──────── Given data

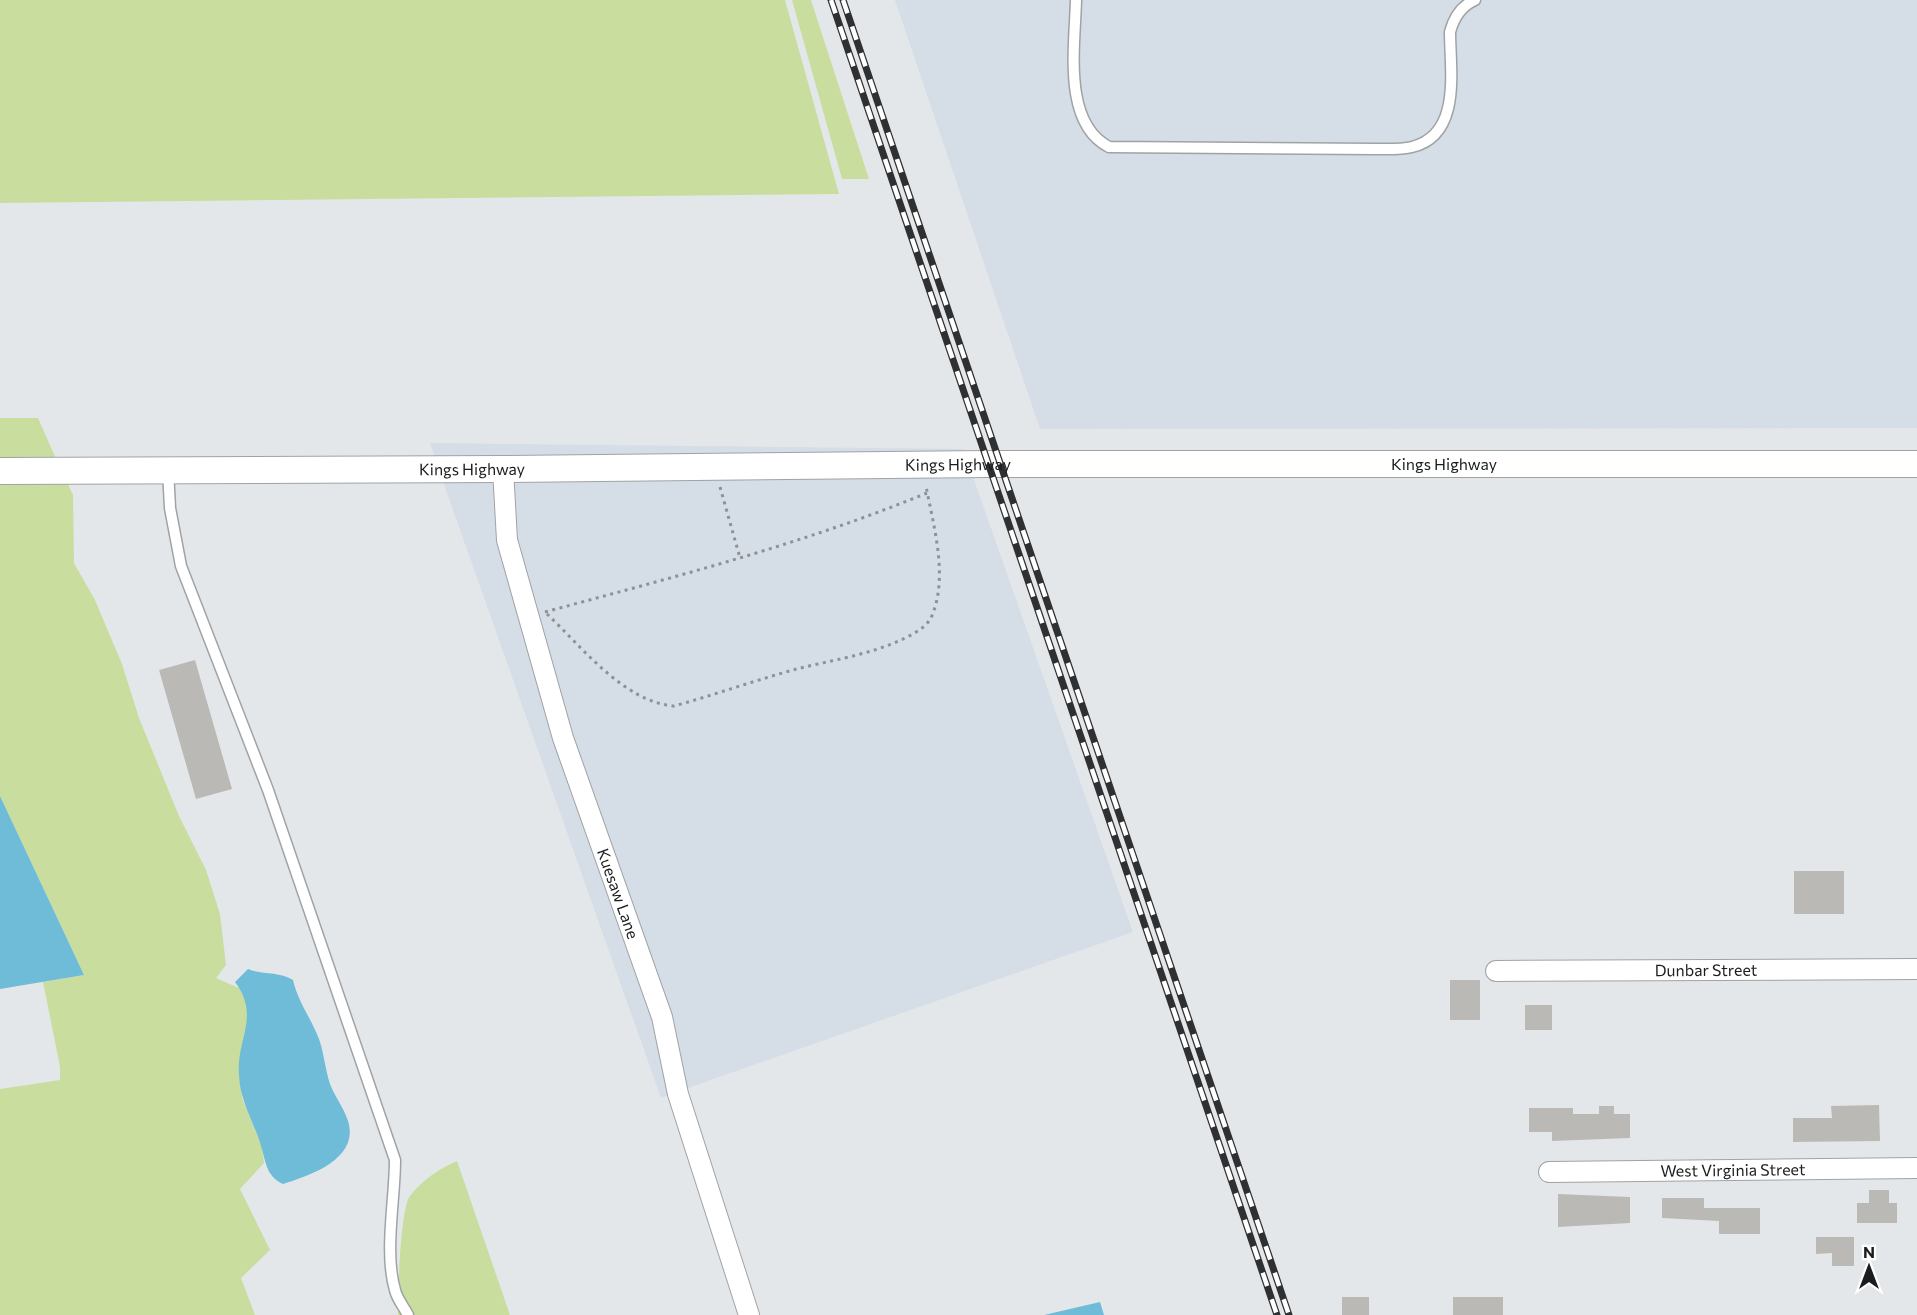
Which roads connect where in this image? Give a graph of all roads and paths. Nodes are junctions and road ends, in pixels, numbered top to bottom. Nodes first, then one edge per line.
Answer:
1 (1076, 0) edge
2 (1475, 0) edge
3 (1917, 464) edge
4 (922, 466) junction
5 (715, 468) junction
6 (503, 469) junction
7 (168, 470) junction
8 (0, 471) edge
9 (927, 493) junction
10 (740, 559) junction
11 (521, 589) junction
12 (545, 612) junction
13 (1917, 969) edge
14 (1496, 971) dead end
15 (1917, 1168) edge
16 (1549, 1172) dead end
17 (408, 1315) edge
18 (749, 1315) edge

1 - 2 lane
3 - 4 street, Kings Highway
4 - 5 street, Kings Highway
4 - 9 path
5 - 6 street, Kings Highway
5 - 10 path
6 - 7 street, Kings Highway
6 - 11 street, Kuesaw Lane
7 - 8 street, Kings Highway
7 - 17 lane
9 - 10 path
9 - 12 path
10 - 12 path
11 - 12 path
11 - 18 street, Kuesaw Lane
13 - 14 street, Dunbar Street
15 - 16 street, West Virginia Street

────────────────
──────── Given data

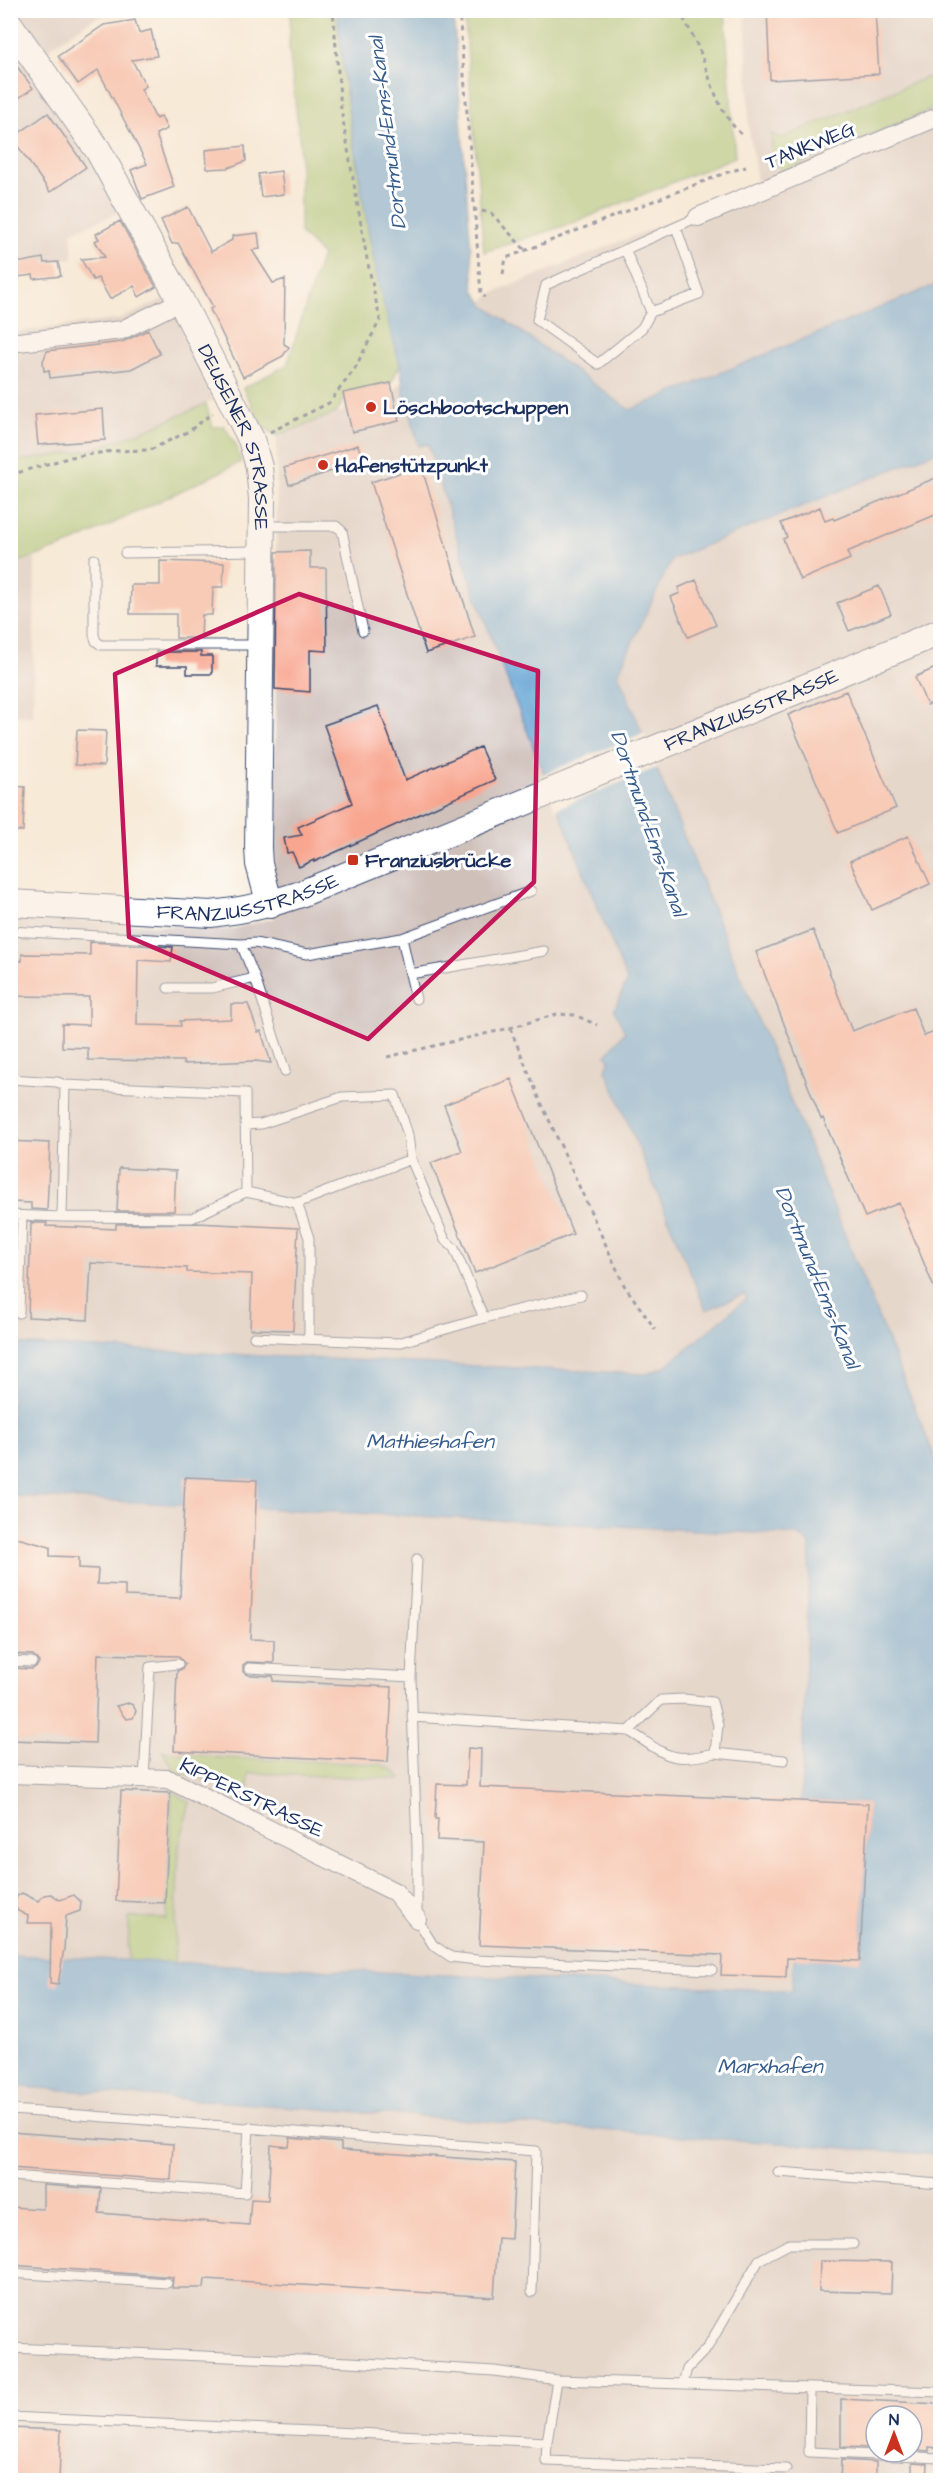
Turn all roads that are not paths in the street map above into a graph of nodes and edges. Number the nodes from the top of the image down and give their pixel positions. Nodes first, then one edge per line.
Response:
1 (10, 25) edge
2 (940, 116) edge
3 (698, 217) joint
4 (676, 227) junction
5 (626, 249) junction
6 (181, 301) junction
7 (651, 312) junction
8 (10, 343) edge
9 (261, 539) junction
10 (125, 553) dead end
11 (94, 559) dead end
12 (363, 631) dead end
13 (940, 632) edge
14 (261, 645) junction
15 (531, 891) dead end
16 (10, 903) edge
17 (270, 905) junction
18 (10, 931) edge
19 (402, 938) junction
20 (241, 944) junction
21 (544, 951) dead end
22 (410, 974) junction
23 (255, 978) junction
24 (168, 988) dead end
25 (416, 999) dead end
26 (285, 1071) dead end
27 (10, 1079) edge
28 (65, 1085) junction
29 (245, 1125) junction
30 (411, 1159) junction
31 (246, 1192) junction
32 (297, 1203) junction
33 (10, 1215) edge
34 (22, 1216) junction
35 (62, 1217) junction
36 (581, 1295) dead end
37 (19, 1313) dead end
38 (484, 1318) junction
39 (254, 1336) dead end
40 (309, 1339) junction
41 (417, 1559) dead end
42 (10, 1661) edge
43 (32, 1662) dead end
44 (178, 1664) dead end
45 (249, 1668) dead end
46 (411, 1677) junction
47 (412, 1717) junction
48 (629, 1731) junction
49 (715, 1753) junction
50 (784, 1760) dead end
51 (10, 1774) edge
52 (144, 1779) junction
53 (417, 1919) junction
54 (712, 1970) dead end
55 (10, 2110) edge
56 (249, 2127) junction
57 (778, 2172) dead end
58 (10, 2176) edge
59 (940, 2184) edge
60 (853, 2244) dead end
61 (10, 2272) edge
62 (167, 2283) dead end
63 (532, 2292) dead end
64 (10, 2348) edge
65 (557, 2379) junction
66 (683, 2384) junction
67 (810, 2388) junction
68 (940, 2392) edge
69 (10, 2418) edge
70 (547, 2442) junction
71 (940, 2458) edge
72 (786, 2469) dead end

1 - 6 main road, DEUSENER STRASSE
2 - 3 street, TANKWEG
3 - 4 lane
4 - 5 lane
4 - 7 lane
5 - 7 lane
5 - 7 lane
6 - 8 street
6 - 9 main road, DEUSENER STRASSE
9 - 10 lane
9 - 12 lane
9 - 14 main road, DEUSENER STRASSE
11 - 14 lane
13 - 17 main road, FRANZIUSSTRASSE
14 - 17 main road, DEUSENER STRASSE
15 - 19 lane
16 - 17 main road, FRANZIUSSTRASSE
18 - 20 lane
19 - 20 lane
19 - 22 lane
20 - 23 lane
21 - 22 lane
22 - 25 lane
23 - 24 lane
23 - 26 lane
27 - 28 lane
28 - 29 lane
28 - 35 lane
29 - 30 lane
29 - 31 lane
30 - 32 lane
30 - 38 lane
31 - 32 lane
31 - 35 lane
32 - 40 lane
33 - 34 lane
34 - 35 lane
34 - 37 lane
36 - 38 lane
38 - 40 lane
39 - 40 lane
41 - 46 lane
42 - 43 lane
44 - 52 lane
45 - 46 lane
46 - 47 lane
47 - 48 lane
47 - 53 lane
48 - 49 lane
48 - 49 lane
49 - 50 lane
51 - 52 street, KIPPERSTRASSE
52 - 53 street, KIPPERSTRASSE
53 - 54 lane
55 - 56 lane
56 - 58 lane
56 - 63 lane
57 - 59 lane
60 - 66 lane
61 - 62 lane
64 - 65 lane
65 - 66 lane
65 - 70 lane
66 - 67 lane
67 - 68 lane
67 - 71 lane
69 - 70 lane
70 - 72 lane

────────────────

_Prompt_. Please return a copy of each line in the entries that has the string "image".

_Your response_.
Which roads connect where in this image? Give a graph of all roads and paths. Nodes are junctions and road ends, in pixels, numbered top to bottom. Nodes first, then one edge per line.
Turn all roads that are not paths in the street map above into a graph of nodes and edges. Number the nodes from the top of the image down and give their pixel positions. Nodes first, then one edge per line.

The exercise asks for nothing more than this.